Le Tribunal supérieur de justice des Canaries vient de trancher : exclure les salariés en arrêt maladie du versement de la prime touristique de 650 euros est discriminatoire. Mais les employés de restauration échappent à cette règle, jugée économiquement distincte.

EUROPE — 7 mai 2026 — NATIONO

Le droit des travailleurs en arrêt maladie vient de recevoir un soutien inattendu aux Canaries. Dans un arrêt rendu ce mois-ci, le Tribunal supérieur de justice de l’archipel a estimé que le versement de la prime touristique de 650 euros ne pouvait être refusé aux salariés ayant été en congé maladie pendant la période de calcul. Une décision qui consacre leur égalité de traitement face à cette aide emblématique de la région.
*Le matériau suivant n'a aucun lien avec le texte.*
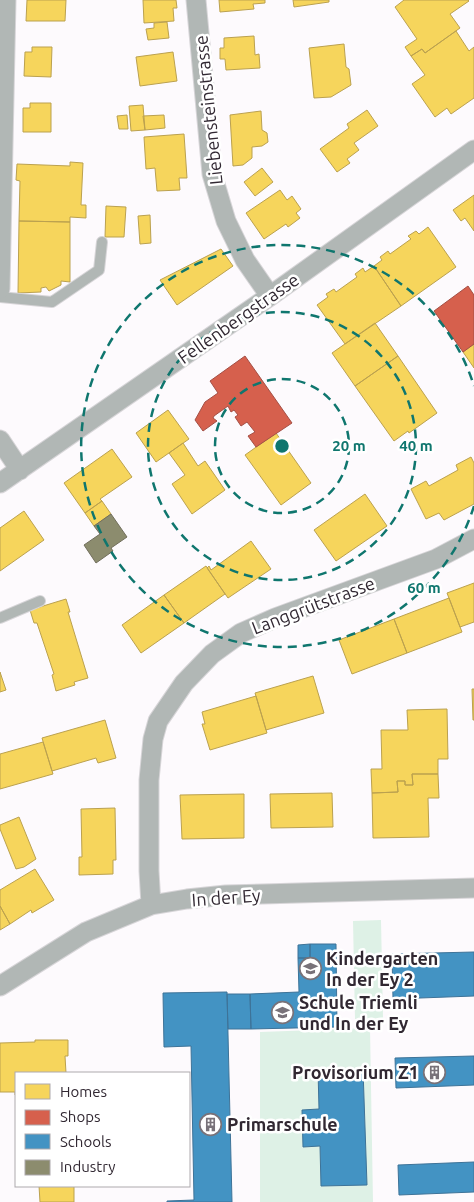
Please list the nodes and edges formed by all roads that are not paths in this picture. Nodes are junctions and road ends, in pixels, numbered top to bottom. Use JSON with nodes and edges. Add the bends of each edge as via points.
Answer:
{"nodes":[{"id":1,"x":6,"y":0,"type":"edge"},
{"id":2,"x":196,"y":0,"type":"edge"},
{"id":3,"x":474,"y":150,"type":"edge"},
{"id":4,"x":1,"y":222,"type":"edge"},
{"id":5,"x":102,"y":242,"type":"dead end"},
{"id":6,"x":0,"y":289,"type":"edge"},
{"id":7,"x":270,"y":296,"type":"junction"},
{"id":8,"x":0,"y":297,"type":"edge"},
{"id":9,"x":0,"y":440,"type":"edge"},
{"id":10,"x":20,"y":470,"type":"junction"},
{"id":11,"x":0,"y":483,"type":"edge"},
{"id":12,"x":474,"y":539,"type":"edge"},
{"id":13,"x":40,"y":601,"type":"dead end"},
{"id":14,"x":0,"y":618,"type":"edge"},
{"id":15,"x":474,"y":888,"type":"edge"},
{"id":16,"x":151,"y":905,"type":"junction"},
{"id":17,"x":0,"y":986,"type":"edge"}],
"edges":[{"from":1,"to":4,"type":"street"},
{"from":2,"to":7,"type":"street","name":"Liebensteinstrasse","via":[[212,174],[226,221],[245,260]]},
{"from":3,"to":7,"type":"street","name":"Fellenbergstrasse"},
{"from":4,"to":6,"type":"street"},
{"from":5,"to":8,"type":"lane","via":[[99,270],[52,302]]},
{"from":7,"to":10,"type":"street","name":"Fellenbergstrasse"},
{"from":9,"to":10,"type":"street"},
{"from":10,"to":11,"type":"street","name":"Fellenbergstrasse"},
{"from":12,"to":16,"type":"street","name":"Langgrütstrasse","via":[[436,558],[241,633],[212,654],[184,683],[158,721],[153,739],[148,780]]},
{"from":13,"to":14,"type":"lane"},
{"from":15,"to":16,"type":"street","name":"In der Ey","via":[[226,895]]},
{"from":16,"to":17,"type":"street","name":"In der Ey","via":[[86,932]]}]}
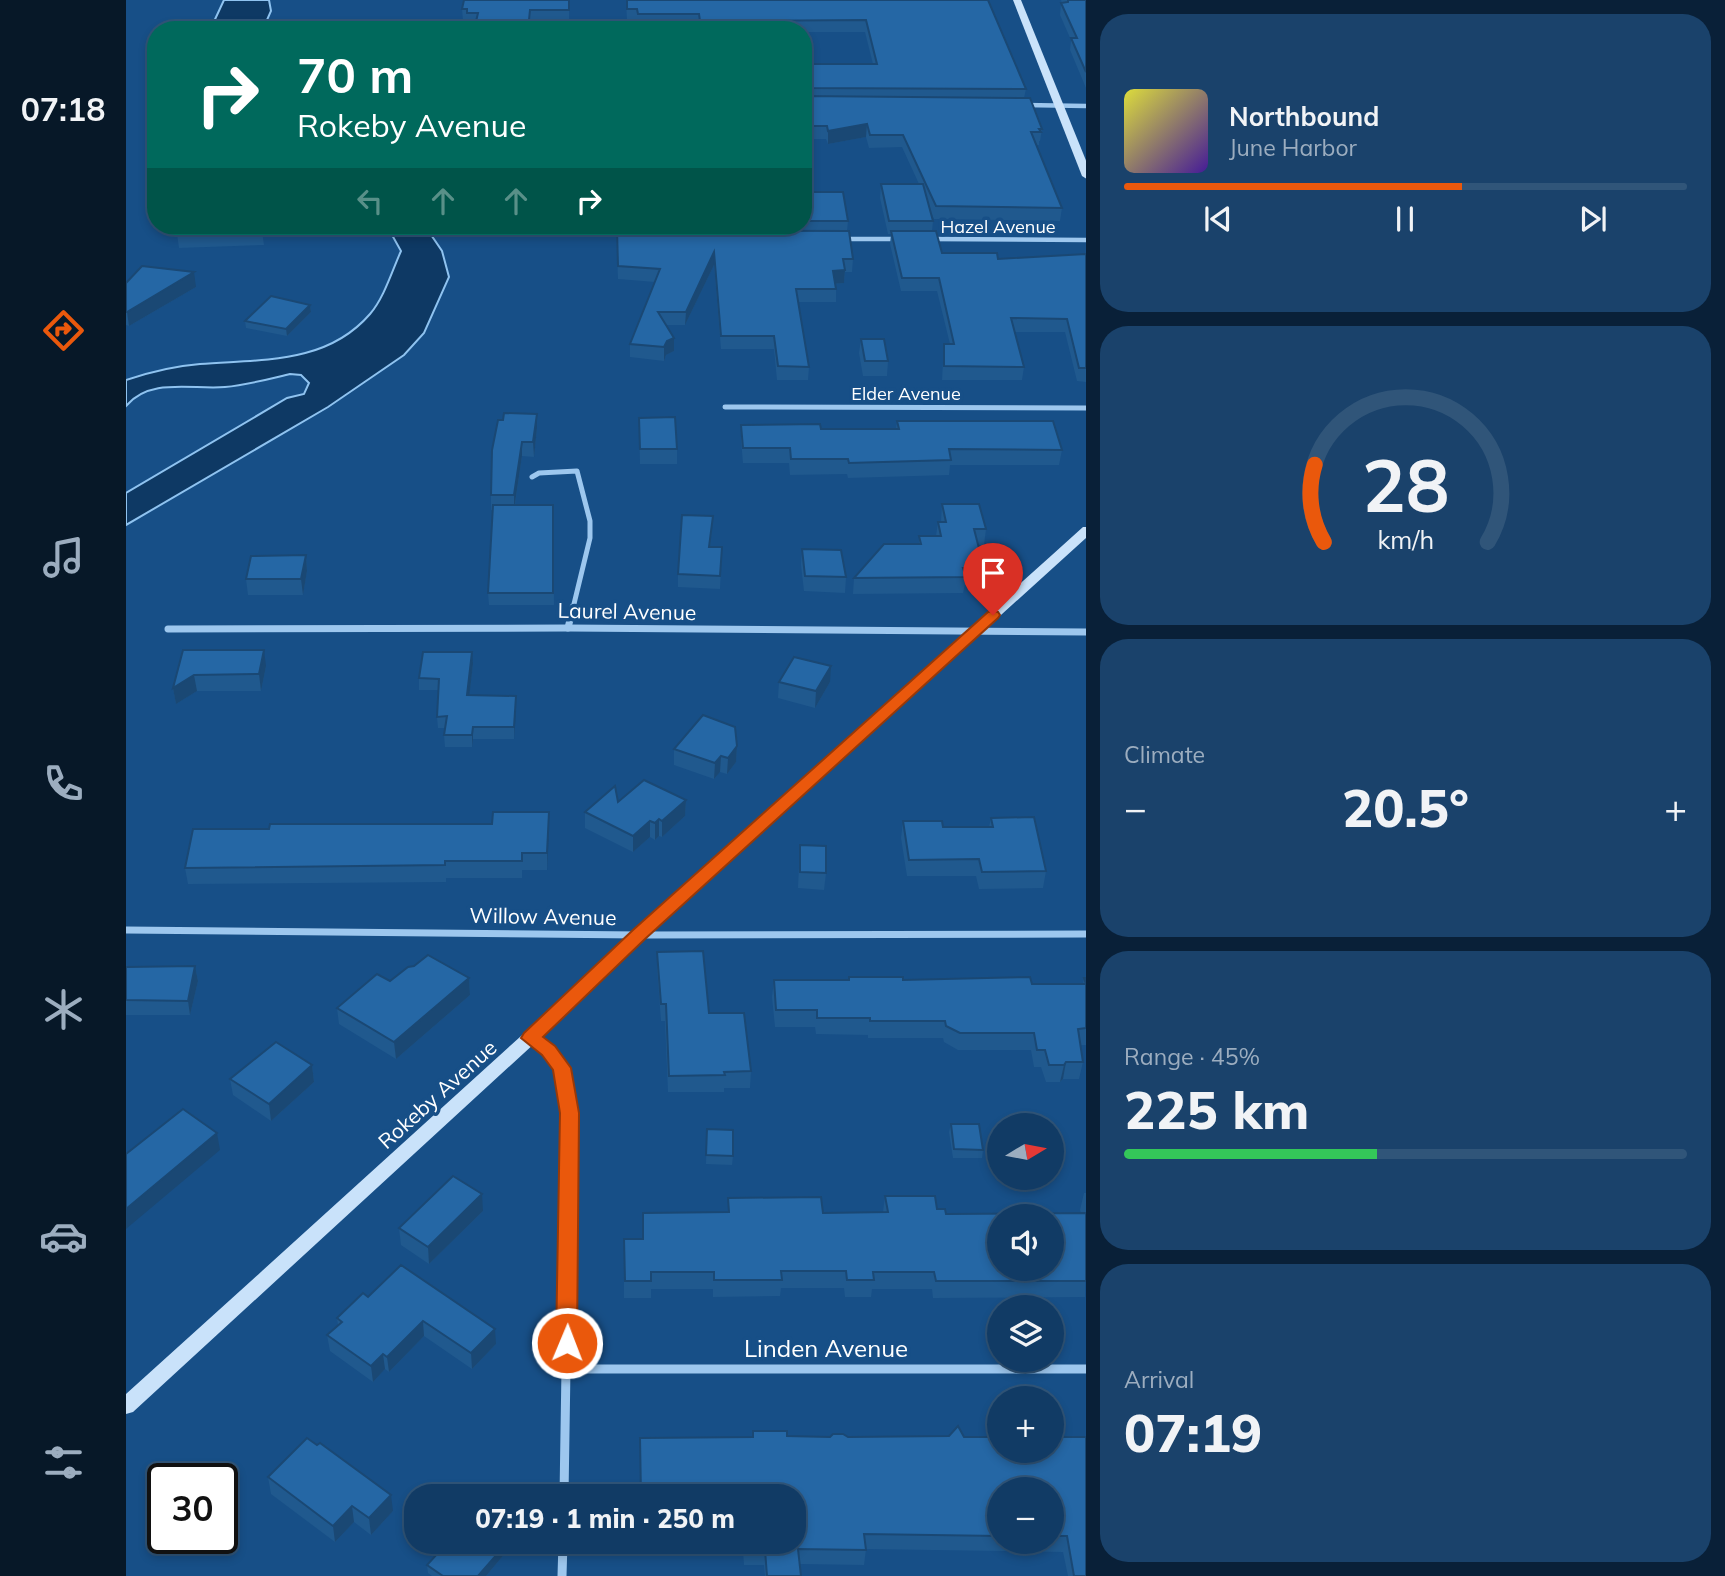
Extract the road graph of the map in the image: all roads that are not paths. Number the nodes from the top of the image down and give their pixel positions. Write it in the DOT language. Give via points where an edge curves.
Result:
graph roads {
  1 [pos="1017,0"];
  2 [pos="1010,105"];
  3 [pos="1058,106"];
  4 [pos="1086,106"];
  5 [pos="1086,176"];
  6 [pos="839,239"];
  7 [pos="908,239"];
  8 [pos="922,239"];
  9 [pos="1086,240"];
  10 [pos="725,407"];
  11 [pos="1086,408"];
  12 [pos="532,477"];
  13 [pos="1086,530"];
  14 [pos="568,628"];
  15 [pos="168,629"];
  16 [pos="974,632"];
  17 [pos="1086,632"];
  18 [pos="126,930"];
  19 [pos="1086,934"];
  20 [pos="639,935"];
  21 [pos="530,1038"];
  22 [pos="566,1369"];
  23 [pos="1086,1369"];
  24 [pos="126,1406"];
  25 [pos="564,1484"];
  26 [pos="563,1554"];
  27 [pos="562,1576"];
  1 -- 3 [label="street"];
  2 -- 3 [label="street"];
  3 -- 4 [label="street"];
  3 -- 5 [label="street"];
  6 -- 7 [label="street"];
  8 -- 9 [label="street, Hazel Avenue"];
  10 -- 11 [label="street, Elder Avenue"];
  12 -- 14 [label="street" via="577,471 590,521"];
  13 -- 16 [label="street, Rokeby Avenue"];
  14 -- 15 [label="street, Laurel Avenue"];
  14 -- 16 [label="street, Laurel Avenue"];
  16 -- 17 [label="street, Laurel Avenue"];
  16 -- 20 [label="street, Rokeby Avenue"];
  18 -- 20 [label="street, Willow Avenue"];
  19 -- 20 [label="street, Willow Avenue"];
  20 -- 21 [label="street, Rokeby Avenue"];
  21 -- 22 [label="street" via="549,1050 562,1068 570,1113"];
  21 -- 24 [label="street, Rokeby Avenue"];
  22 -- 23 [label="street, Linden Avenue"];
  22 -- 25 [label="street"];
  26 -- 27 [label="street"];
}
Une victoire pour l'égalité des droits

Pourtant, la haute juridiction a assorti sa décision d’une exception majeure : le personnel des bars et restaurants ne sera pas concerné par cette règle. Les magistrats justifient cette distinction par une réalité économique différente, estimant que ces secteurs ne peuvent être soumis aux mêmes critères que les autres activités.

La prime touristique, versée chaque année aux salariés des Canaries, est une mesure phare de la politique sociale de l’archipel. Elle vise à compenser partiellement l’impact du tourisme sur le coût de la vie local. Son montant, fixé à 650 euros, en fait une aide significative pour de nombreux foyers, notamment dans un contexte de hausse des prix.

Le secteur de la restauration en marge

L’arrêt du tribunal s’appuie sur un principe constitutionnel : l’interdiction des discriminations entre travailleurs. Les magistrats rappellent que tout salarié, quel que soit son état de santé ou ses absences pour maladie, doit bénéficier des mêmes droits sociaux que ses collègues. Une position qui pourrait inspirer d’autres régions espagnoles confrontées à des débats similaires.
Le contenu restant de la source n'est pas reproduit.